▶ **Exercise material**:
======
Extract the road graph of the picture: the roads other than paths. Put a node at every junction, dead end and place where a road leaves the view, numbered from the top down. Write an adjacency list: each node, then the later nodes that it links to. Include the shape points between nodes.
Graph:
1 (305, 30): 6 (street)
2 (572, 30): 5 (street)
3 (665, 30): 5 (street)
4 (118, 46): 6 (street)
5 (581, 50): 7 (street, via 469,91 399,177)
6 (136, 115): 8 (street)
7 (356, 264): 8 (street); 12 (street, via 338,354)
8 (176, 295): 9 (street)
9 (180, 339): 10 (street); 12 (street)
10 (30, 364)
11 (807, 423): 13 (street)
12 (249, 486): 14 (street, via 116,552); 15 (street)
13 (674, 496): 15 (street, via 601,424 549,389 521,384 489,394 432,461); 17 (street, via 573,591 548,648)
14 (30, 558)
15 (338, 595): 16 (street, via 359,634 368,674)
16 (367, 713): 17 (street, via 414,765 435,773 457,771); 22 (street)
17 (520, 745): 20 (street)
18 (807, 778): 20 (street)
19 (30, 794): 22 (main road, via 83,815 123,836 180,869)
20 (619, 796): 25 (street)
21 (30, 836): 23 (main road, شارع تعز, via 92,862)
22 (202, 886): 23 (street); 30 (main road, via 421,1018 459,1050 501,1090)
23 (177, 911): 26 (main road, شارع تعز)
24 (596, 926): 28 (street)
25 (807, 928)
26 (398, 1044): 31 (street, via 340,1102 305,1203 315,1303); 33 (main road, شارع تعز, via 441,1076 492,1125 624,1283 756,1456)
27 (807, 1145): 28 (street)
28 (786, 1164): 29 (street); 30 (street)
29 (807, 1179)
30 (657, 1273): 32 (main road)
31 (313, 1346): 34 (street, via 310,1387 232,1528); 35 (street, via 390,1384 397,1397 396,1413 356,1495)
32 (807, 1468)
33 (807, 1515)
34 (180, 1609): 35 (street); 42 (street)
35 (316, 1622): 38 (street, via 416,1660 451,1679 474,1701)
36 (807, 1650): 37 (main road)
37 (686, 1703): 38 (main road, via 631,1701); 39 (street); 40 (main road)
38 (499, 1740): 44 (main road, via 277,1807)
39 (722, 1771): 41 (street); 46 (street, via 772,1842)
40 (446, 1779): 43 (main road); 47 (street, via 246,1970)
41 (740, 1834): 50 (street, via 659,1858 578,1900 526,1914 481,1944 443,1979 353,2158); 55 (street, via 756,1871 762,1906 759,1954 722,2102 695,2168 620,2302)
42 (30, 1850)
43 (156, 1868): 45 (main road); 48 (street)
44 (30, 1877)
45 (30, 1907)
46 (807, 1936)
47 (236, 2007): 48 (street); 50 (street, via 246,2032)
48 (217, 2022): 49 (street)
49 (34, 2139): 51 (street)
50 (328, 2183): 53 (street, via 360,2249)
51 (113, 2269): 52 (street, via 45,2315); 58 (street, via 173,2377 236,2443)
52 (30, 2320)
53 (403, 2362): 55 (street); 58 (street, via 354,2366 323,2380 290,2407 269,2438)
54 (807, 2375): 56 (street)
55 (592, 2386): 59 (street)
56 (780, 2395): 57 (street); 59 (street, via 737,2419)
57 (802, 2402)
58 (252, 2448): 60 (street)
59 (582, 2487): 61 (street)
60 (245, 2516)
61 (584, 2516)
======
▶ **What this task involves**: For each line of the entries that contains the word "main", make a copy.

▶ **Reply**:
19 (30, 794): 22 (main road, via 83,815 123,836 180,869)
21 (30, 836): 23 (main road, شارع تعز, via 92,862)
22 (202, 886): 23 (street); 30 (main road, via 421,1018 459,1050 501,1090)
23 (177, 911): 26 (main road, شارع تعز)
26 (398, 1044): 31 (street, via 340,1102 305,1203 315,1303); 33 (main road, شارع تعز, via 441,1076 492,1125 624,1283 756,1456)
30 (657, 1273): 32 (main road)
36 (807, 1650): 37 (main road)
37 (686, 1703): 38 (main road, via 631,1701); 39 (street); 40 (main road)
38 (499, 1740): 44 (main road, via 277,1807)
40 (446, 1779): 43 (main road); 47 (street, via 246,1970)
43 (156, 1868): 45 (main road); 48 (street)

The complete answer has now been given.